# Extremely basic statistical questionFebruary 24, 2015 11:03 AM   Subscribe

My state has 709 zip codes. I want to draw reasonably well-grounded conclusions about the entire population of my state (having to do with insurance coverage and ACA subsidies, if you're interested). How many zip codes should I sample?

I can get data for each zip code, although this is time-consuming enough such that I don't want to do it for all 709 zip codes. I want to draw conclusions about the entire state, based on the entire mass of the data I get from several zip codes that I assemble. Question: how many zip codes do I need to get data from, in order to have a reasonable degree of confidence?

posted by Mr. Justice to Science & Nature (18 answers total) 3 users marked this as a favorite

It depends entirely on what exactly you want to do and how precise you want to be. The answer might range anywhere from "Looking at zip code data is just not a valid way to answer that question" to "20-odd if you're willing to make very broad and imprecise statements" to "Around 250 if you want to make reasonably precise statements."

There aren't canned data for counties?
posted by ROU_Xenophobe at 11:12 AM on February 24, 2015 [2 favorites]

(er, that was assuming zip codes are roughly equal in population, which they probably aren't)
posted by ROU_Xenophobe at 11:12 AM on February 24, 2015 [1 favorite]

My stats professor would say: at least 30.
posted by ThePinkSuperhero at 11:17 AM on February 24, 2015

Yeah; there's no "one size fits all" answer here. Basically, you want to make sure that you are sampling enough zip codes such that your sample as closely as possible mirrors the population of the state. So, for example, 30 may be enough, but you better make sure that those 30 sample zip codes are carefully chosen.
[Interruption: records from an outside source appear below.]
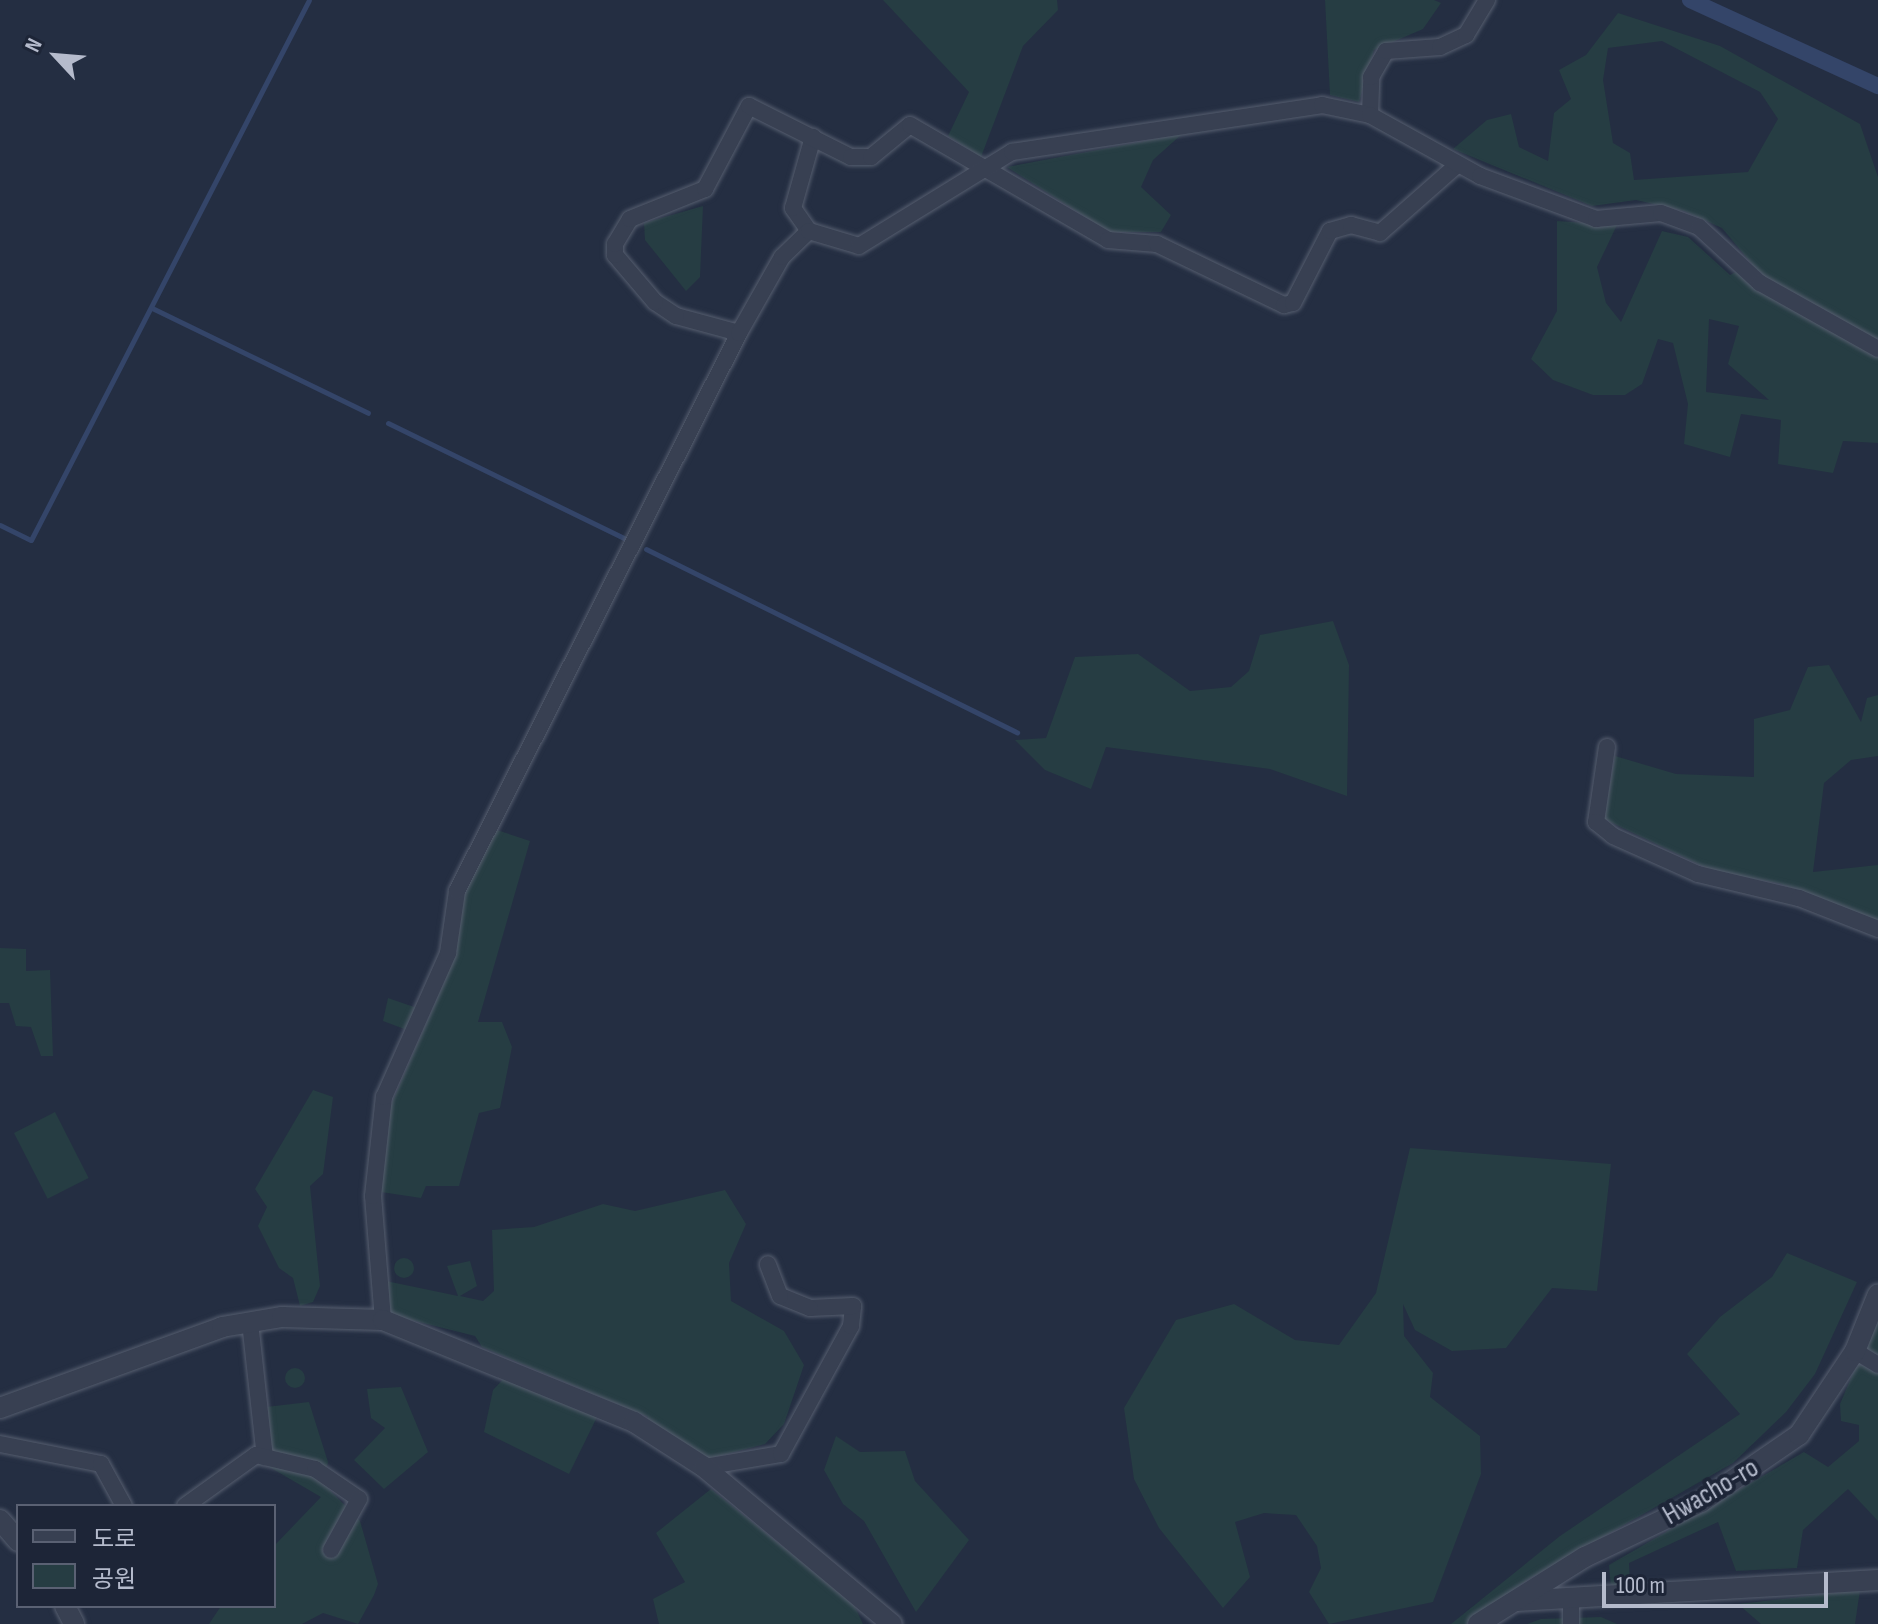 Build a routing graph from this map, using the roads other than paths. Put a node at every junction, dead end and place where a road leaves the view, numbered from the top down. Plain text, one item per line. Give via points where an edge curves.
1 (1487, 0) edge
2 (1370, 115) junction
3 (813, 137) junction
4 (1457, 165) junction
5 (984, 170) junction
6 (809, 231) junction
7 (739, 333) junction
8 (1878, 349) edge
9 (1607, 747) dead end
10 (1878, 929) edge
11 (768, 1264) dead end
12 (1878, 1294) edge
13 (383, 1320) junction
14 (250, 1322) junction
15 (1855, 1351) junction
16 (1878, 1365) edge
17 (0, 1408) edge
18 (0, 1444) edge
19 (265, 1457) junction
20 (704, 1467) junction
21 (123, 1504) edge
22 (188, 1504) edge
23 (0, 1520) edge
24 (16, 1539) edge
25 (331, 1550) dead end
26 (1878, 1580) edge
27 (1516, 1601) junction
28 (1571, 1603) junction
29 (892, 1624) edge
30 (1478, 1624) edge
31 (1571, 1624) edge

1 - 2 street via 1466,35 1440,47 1386,51 1371,77
2 - 4 street
2 - 5 street via 1307,107 1012,152
3 - 5 street via 851,157 871,157 910,125
3 - 6 street via 793,208
3 - 7 street via 749,106 705,189 630,219 615,244 615,255 655,302 676,316
4 - 5 street via 1380,233 1351,225 1330,231 1293,303 1284,305 1157,244 1108,240
4 - 8 street via 1596,219 1661,213 1699,227 1760,283
5 - 6 street via 859,246
6 - 7 street via 782,257
7 - 13 street via 457,891 448,953 384,1097 373,1196
9 - 10 street via 1596,822 1613,836 1698,874 1799,898
11 - 20 street via 780,1296 810,1308 853,1306 851,1326 781,1454
12 - 15 street, Hwacho-ro
13 - 14 street
13 - 20 street via 592,1400
14 - 17 street
14 - 19 street
15 - 16 street
15 - 27 street, Hwacho-ro via 1823,1405 1771,1457
18 - 21 street via 101,1464
19 - 22 street via 256,1455
19 - 25 street via 315,1469 359,1499
20 - 29 street
23 - 24 street
26 - 28 street
27 - 28 street
27 - 30 street, Hwacho-ro
28 - 31 street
There are tons and tons of factors that may affect insurance coverage from average household income to education level to rural vs. urban environments to political leanings (?) to etc. etc. etc. For that reason, you need to make sure that you have a sample that accurately reflects the diversity of your state. This diversity can take many forms and a good sample will reflect as many of those diversity categories as possible. The flip side of this is that by MAKING these choices, you are likely to also exclude some forms of diversity.

So, almost as important as choosing a diverse sample is understanding the limitations of your sample and how those limitations affect the conclusions you come to. This isn't necessarily a "flaw"; it's just something that you need to be aware of.
posted by Betelgeuse at 11:23 AM on February 24, 2015 [3 favorites]
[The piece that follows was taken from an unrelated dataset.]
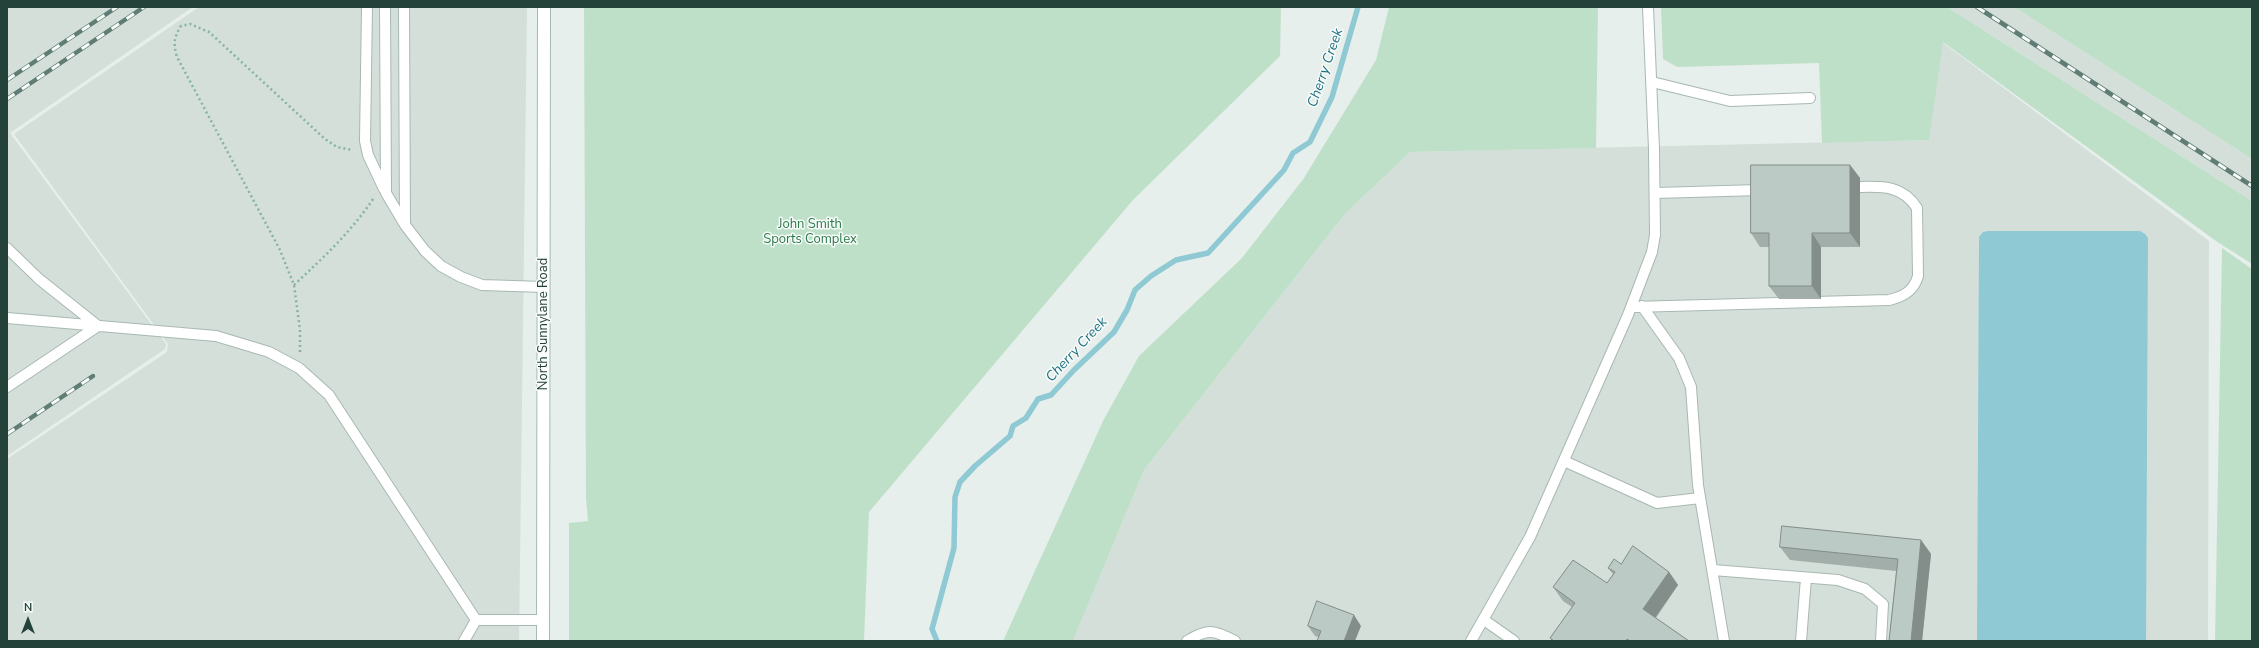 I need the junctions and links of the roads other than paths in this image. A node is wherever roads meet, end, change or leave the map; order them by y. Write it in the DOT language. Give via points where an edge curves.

It's hard to answer this without knowing what exactly you are asking. There are calculators that can help you answer this question, and I found this site has a pretty clear description, but it might be too simplified for your needs - your area codes will likely have many differences, and you might be asking multiple questions.
posted by fermezporte at 11:27 AM on February 24, 2015

Some zip codes will be full of wealthy people, some zip codes will be full of poor people, some zip codes will have people who are more educated than people in the rest of the state. Some zip codes will have more families, others will have more elderly people living alone. Some zip codes will be densely populated, some will be populated.

Think of it this way: if you picked 20% of the zip codes in NY State, but all of those zip codes were upstate in the Adirondacks and you had none in New York City, would your sample be valid for all of New York State? No. What if you picked a bunch of zip codes from the Upper East Side, would your sample be valid for all of New York City? No.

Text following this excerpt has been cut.